Records supplied:
+ + + + + + +

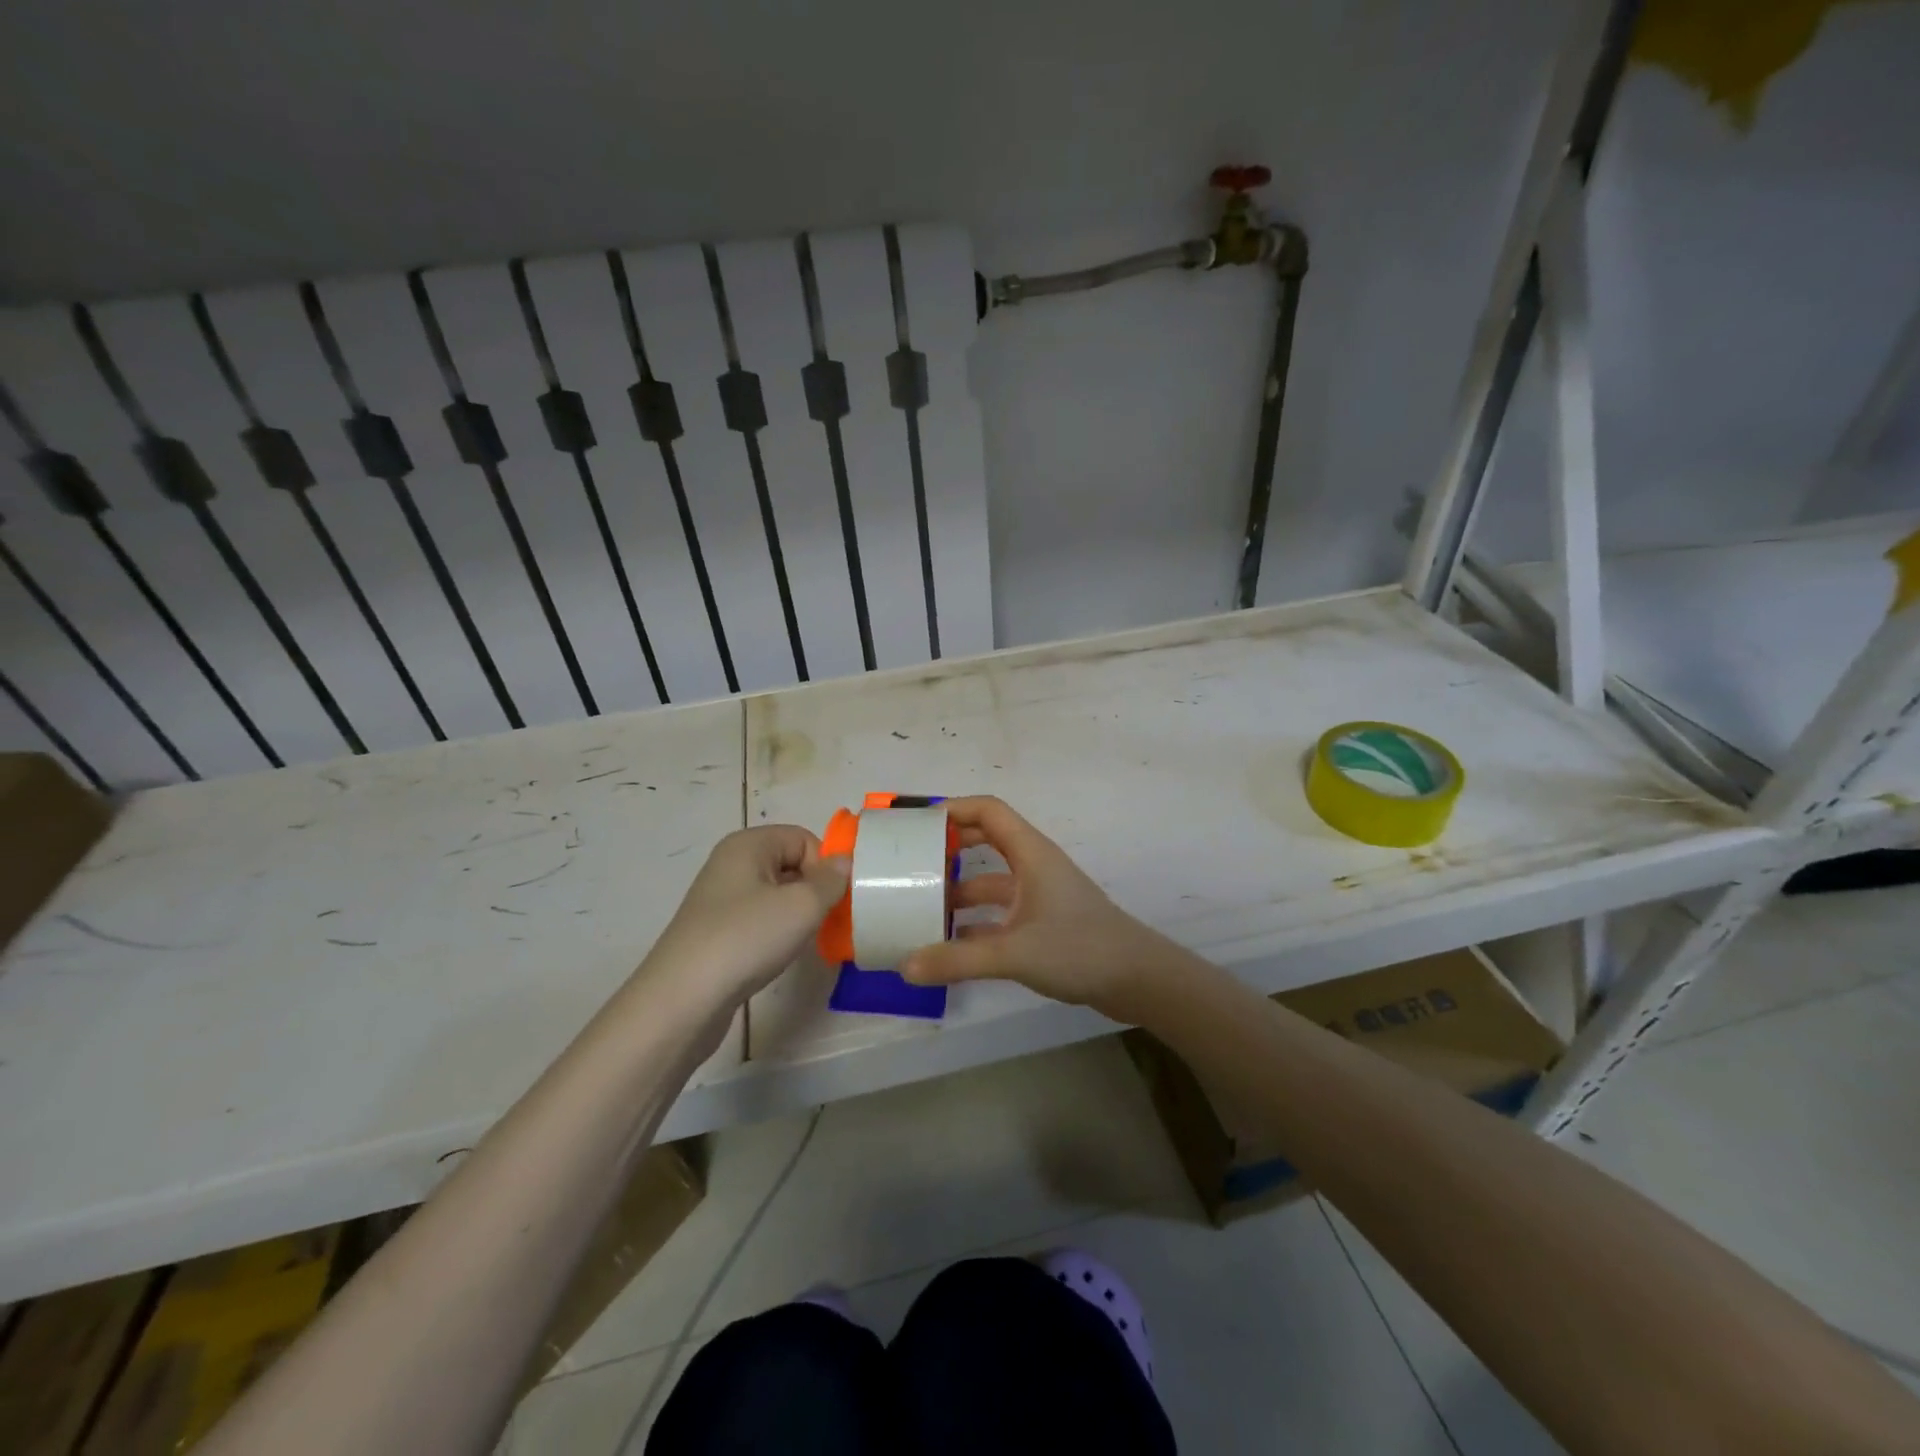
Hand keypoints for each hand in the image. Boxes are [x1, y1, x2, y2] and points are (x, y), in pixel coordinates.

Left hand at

+ + + + + + +

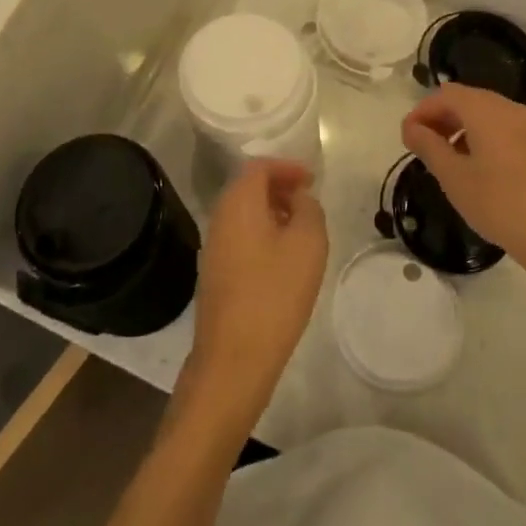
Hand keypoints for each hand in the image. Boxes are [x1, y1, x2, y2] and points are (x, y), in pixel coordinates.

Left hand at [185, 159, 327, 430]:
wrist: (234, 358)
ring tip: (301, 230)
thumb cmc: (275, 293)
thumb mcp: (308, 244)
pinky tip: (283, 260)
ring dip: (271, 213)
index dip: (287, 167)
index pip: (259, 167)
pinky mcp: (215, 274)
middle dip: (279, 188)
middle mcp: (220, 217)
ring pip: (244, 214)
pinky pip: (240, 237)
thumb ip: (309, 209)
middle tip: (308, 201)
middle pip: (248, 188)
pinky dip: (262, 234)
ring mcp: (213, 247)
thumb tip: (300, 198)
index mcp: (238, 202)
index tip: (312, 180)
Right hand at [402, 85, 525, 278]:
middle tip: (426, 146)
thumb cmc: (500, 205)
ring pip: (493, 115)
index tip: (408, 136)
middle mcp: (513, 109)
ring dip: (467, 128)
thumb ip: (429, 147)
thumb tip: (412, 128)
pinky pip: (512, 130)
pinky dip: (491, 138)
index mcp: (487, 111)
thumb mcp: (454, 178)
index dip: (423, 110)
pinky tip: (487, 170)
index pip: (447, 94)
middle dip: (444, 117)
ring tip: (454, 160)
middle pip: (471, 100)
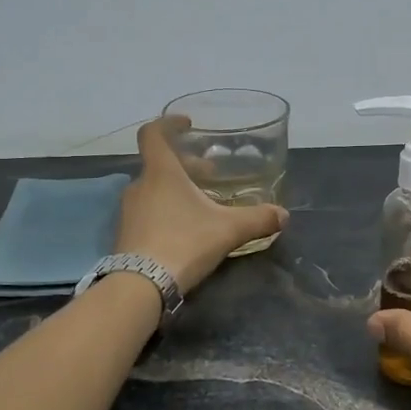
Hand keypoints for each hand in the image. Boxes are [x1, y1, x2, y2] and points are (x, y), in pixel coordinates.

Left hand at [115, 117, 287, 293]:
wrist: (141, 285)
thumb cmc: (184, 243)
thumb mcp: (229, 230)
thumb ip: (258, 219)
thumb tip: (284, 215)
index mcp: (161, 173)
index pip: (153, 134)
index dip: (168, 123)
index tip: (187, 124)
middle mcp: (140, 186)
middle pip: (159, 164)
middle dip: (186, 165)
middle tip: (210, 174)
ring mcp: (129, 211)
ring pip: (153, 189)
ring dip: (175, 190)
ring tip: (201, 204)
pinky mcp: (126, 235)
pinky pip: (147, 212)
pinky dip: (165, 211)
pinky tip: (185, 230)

+ + + + + + +

What needs to be done:
Look through the entries above and quote exactly the lines from the line with "index tip: (312, 180)" to the line with "thumb mcp: (454, 178)", counting both of those lines.

Exercise response:
index tip: (312, 180)
Right hand at [402, 85, 525, 278]:
middle tip: (426, 146)
thumb cmc: (500, 205)
ring pip: (493, 115)
index tip: (408, 136)
middle mcp: (513, 109)
ring dip: (467, 128)
thumb ip: (429, 147)
thumb tip: (412, 128)
pinky pip: (512, 130)
pinky dip: (491, 138)
index mcp: (487, 111)
thumb mcp: (454, 178)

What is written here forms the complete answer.